On NPR today, a discussion aired about the findings of a study that measured the responses of Americans asked to think about independence or the greater good. Fascinatingly, there were statistically significant differences between ethnically diverse Americans based on whether they were primed for “independence” or “community.”

European-Americans did markedly better on tasks when primed for independence, suggesting that this group either works harder when imagining themselves as free from the influence of others or that they slack off when thinking of their interdependence with others.

This effect was not observed to the same degree in other groups, most notably Asian-Americans, who are more likely to have a background that values both individual effort and community reliance. (I wasn’t able to find if any groups did better when primed for community.)

The kicker? The experiment was done in such a way that the priming was entirely linguistic – the policies behind the study were the exact same. When the same policy was framed as benefiting “independence,” European-Americans found it better – and seemingly imagined themselves as better people – than when it was framed as benefiting the community.

My takeaway: In the United States, independence and liberty have become gateway words or shibboleths. We live in a country with constant reference to these concepts. As I’ve said before, though, the danger of over-reliance on phrasing is that the words we value will lose meaning.

This study suggests that this is the case. It doesn’t really matter what policy is on the table; for an idea to gain acceptance it merely needs to invoke the concept of liberty or independence. Since different political segments have different conceptions of what liberty is (does liberty require that you can own a gun? Marry whatever adult you choose? Be able to buy large sizes of sodas?), there’s no consensus on what those rhetorical movements really mean.

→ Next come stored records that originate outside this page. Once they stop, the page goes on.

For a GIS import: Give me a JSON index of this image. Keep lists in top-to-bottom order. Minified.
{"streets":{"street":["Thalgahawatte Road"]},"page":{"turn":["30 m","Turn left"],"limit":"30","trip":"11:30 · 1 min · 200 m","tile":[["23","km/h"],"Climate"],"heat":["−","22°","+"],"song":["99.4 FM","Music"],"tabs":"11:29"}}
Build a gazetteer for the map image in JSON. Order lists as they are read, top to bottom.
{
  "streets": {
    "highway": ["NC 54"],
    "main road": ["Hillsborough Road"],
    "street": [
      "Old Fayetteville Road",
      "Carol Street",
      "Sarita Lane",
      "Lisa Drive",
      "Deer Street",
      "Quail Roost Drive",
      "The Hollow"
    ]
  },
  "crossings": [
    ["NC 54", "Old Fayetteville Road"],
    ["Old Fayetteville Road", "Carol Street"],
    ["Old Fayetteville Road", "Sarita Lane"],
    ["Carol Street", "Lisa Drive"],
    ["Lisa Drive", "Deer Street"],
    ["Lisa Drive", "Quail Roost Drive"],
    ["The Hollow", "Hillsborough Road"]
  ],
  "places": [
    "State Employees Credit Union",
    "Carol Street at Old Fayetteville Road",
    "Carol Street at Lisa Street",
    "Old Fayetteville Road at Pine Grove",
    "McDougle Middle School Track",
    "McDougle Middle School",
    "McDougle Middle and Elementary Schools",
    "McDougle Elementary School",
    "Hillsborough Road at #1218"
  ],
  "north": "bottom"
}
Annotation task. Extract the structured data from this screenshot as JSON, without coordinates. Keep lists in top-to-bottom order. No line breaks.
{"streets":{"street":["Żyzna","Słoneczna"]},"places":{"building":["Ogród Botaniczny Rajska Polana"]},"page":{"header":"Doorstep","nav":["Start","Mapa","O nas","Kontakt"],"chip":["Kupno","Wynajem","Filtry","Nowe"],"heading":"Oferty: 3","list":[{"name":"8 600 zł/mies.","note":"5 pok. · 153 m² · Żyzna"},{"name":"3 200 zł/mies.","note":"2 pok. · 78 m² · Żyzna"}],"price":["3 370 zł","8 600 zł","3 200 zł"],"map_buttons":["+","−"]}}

At best, they’re hearkening to a shared history and a shared hope. At worst, they’re meaningless, or else dog whistles sending coded messages to elements of a political movement. In this particular case, I think it’s worth lamenting that the language of the United States can no longer agree on what it means to be free – but that we all have to pay obeisance to an idea that is rapidly losing its meaning.



One comment

  1. I think the more loudly we spout on about independence and freedom, the less likely we have a clue as to what that means. It is a smokescreen in front of the increasing reliance on corporations and corrupt politics to determine public policy.
    I like the phrase “gateway words”. Whenever I hear a politician go on about independence and freedom, I think he/she is about to ask for an increase in military spending, gets support from the NRA or is just about to vote on starting a war. Gateway, indeed.